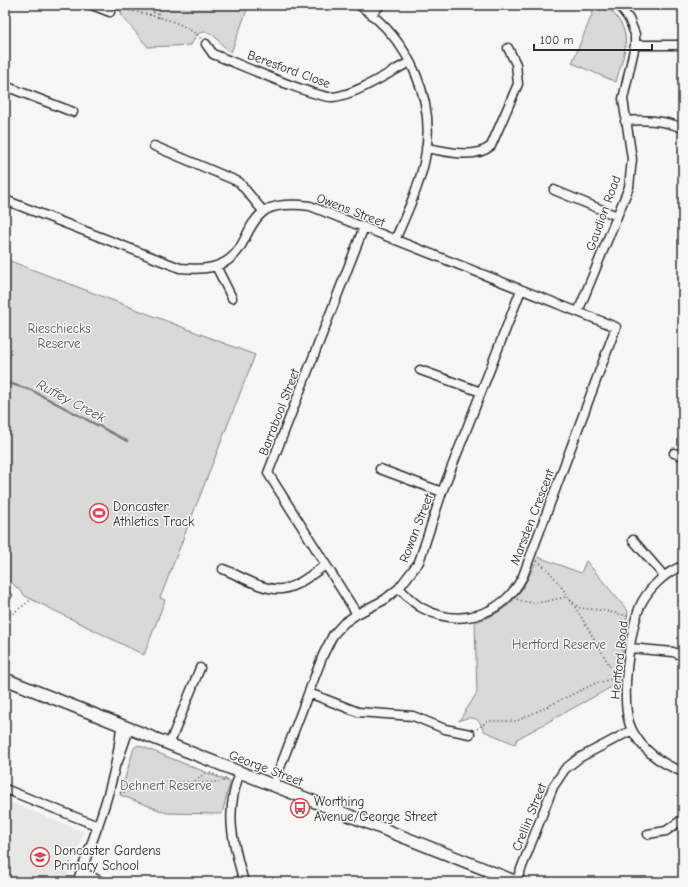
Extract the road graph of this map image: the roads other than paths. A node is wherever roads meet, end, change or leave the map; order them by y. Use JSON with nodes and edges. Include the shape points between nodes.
□ □ □ □ □ □ □
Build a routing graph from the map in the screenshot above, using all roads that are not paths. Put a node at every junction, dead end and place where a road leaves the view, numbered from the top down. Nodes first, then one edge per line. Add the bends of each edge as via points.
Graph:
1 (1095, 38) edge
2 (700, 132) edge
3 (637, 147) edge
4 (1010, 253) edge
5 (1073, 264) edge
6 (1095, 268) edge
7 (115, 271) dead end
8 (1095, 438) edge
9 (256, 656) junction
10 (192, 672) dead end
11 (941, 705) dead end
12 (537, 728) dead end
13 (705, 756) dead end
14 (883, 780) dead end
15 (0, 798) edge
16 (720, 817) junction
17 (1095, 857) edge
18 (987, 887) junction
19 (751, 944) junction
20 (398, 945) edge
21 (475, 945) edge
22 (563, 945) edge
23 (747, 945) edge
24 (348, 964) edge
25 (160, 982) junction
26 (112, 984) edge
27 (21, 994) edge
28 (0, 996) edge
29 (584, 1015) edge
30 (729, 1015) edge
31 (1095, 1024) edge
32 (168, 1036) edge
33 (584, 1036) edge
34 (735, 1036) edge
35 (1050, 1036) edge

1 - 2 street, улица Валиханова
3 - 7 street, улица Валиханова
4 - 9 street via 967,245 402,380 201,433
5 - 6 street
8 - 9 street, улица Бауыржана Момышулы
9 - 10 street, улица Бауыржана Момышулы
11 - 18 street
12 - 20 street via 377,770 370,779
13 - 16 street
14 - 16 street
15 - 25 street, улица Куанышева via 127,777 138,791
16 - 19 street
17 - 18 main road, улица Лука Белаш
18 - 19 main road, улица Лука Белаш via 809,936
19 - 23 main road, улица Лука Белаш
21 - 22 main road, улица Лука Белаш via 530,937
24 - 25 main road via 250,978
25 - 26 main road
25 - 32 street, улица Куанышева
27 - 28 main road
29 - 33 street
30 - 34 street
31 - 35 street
□ □ □ □ □ □ □
> **What is expected**
Where a line in the records above contains the string "roads", copy that line.

> **Response area**
Extract the road graph of this map image: the roads other than paths. A node is wherever roads meet, end, change or leave the map; order them by y. Use JSON with nodes and edges. Include the shape points between nodes.
Build a routing graph from the map in the screenshot above, using all roads that are not paths. Put a node at every junction, dead end and place where a road leaves the view, numbered from the top down. Nodes first, then one edge per line. Add the bends of each edge as via points.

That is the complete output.